-- Records shown follows --
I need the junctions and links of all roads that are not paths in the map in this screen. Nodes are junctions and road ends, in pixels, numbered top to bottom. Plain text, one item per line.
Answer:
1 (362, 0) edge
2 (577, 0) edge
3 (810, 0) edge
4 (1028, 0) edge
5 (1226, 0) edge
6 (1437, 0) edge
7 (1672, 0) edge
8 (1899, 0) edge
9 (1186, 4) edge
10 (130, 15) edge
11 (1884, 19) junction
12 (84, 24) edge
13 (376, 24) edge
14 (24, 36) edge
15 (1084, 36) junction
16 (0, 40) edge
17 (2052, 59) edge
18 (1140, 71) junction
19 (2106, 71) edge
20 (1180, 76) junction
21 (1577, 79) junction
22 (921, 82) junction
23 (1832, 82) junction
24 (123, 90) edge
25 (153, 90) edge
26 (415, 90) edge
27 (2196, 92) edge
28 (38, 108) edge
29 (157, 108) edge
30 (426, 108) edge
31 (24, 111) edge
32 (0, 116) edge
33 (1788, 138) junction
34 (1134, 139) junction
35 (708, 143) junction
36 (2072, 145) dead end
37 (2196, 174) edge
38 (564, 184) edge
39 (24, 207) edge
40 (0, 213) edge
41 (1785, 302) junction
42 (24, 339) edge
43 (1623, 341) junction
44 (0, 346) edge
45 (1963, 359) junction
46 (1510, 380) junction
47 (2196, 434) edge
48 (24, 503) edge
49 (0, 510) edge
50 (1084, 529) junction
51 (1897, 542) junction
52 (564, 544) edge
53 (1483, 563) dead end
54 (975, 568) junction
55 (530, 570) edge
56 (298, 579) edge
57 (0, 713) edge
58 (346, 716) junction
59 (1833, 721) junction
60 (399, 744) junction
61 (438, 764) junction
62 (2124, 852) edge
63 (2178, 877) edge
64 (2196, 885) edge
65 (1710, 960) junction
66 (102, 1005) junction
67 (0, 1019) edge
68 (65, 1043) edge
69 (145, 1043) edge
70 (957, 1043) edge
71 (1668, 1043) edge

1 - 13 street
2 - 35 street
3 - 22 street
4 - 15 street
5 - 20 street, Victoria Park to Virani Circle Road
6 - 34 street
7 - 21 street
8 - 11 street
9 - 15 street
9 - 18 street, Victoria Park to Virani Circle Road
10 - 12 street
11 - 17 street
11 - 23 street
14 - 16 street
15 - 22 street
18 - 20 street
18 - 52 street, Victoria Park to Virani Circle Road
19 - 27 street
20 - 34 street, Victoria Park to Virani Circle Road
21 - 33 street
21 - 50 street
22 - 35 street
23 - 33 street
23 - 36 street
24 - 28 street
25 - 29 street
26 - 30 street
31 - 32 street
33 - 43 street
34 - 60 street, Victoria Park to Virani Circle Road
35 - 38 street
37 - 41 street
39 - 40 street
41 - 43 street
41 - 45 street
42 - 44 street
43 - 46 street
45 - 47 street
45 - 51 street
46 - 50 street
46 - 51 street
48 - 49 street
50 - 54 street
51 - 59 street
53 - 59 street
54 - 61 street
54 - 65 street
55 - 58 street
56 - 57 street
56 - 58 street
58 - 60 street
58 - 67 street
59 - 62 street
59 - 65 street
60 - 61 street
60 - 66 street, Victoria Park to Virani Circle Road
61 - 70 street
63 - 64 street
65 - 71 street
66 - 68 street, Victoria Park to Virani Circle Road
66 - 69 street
-- Records shown concluded --
** Exercise prompt **
Each entry above is to be copied out exactly.

** Answer area **
I need the junctions and links of all roads that are not paths in the map in this screen. Nodes are junctions and road ends, in pixels, numbered top to bottom. Plain text, one item per line.
Answer:
1 (362, 0) edge
2 (577, 0) edge
3 (810, 0) edge
4 (1028, 0) edge
5 (1226, 0) edge
6 (1437, 0) edge
7 (1672, 0) edge
8 (1899, 0) edge
9 (1186, 4) edge
10 (130, 15) edge
11 (1884, 19) junction
12 (84, 24) edge
13 (376, 24) edge
14 (24, 36) edge
15 (1084, 36) junction
16 (0, 40) edge
17 (2052, 59) edge
18 (1140, 71) junction
19 (2106, 71) edge
20 (1180, 76) junction
21 (1577, 79) junction
22 (921, 82) junction
23 (1832, 82) junction
24 (123, 90) edge
25 (153, 90) edge
26 (415, 90) edge
27 (2196, 92) edge
28 (38, 108) edge
29 (157, 108) edge
30 (426, 108) edge
31 (24, 111) edge
32 (0, 116) edge
33 (1788, 138) junction
34 (1134, 139) junction
35 (708, 143) junction
36 (2072, 145) dead end
37 (2196, 174) edge
38 (564, 184) edge
39 (24, 207) edge
40 (0, 213) edge
41 (1785, 302) junction
42 (24, 339) edge
43 (1623, 341) junction
44 (0, 346) edge
45 (1963, 359) junction
46 (1510, 380) junction
47 (2196, 434) edge
48 (24, 503) edge
49 (0, 510) edge
50 (1084, 529) junction
51 (1897, 542) junction
52 (564, 544) edge
53 (1483, 563) dead end
54 (975, 568) junction
55 (530, 570) edge
56 (298, 579) edge
57 (0, 713) edge
58 (346, 716) junction
59 (1833, 721) junction
60 (399, 744) junction
61 (438, 764) junction
62 (2124, 852) edge
63 (2178, 877) edge
64 (2196, 885) edge
65 (1710, 960) junction
66 (102, 1005) junction
67 (0, 1019) edge
68 (65, 1043) edge
69 (145, 1043) edge
70 (957, 1043) edge
71 (1668, 1043) edge

1 - 13 street
2 - 35 street
3 - 22 street
4 - 15 street
5 - 20 street, Victoria Park to Virani Circle Road
6 - 34 street
7 - 21 street
8 - 11 street
9 - 15 street
9 - 18 street, Victoria Park to Virani Circle Road
10 - 12 street
11 - 17 street
11 - 23 street
14 - 16 street
15 - 22 street
18 - 20 street
18 - 52 street, Victoria Park to Virani Circle Road
19 - 27 street
20 - 34 street, Victoria Park to Virani Circle Road
21 - 33 street
21 - 50 street
22 - 35 street
23 - 33 street
23 - 36 street
24 - 28 street
25 - 29 street
26 - 30 street
31 - 32 street
33 - 43 street
34 - 60 street, Victoria Park to Virani Circle Road
35 - 38 street
37 - 41 street
39 - 40 street
41 - 43 street
41 - 45 street
42 - 44 street
43 - 46 street
45 - 47 street
45 - 51 street
46 - 50 street
46 - 51 street
48 - 49 street
50 - 54 street
51 - 59 street
53 - 59 street
54 - 61 street
54 - 65 street
55 - 58 street
56 - 57 street
56 - 58 street
58 - 60 street
58 - 67 street
59 - 62 street
59 - 65 street
60 - 61 street
60 - 66 street, Victoria Park to Virani Circle Road
61 - 70 street
63 - 64 street
65 - 71 street
66 - 68 street, Victoria Park to Virani Circle Road
66 - 69 street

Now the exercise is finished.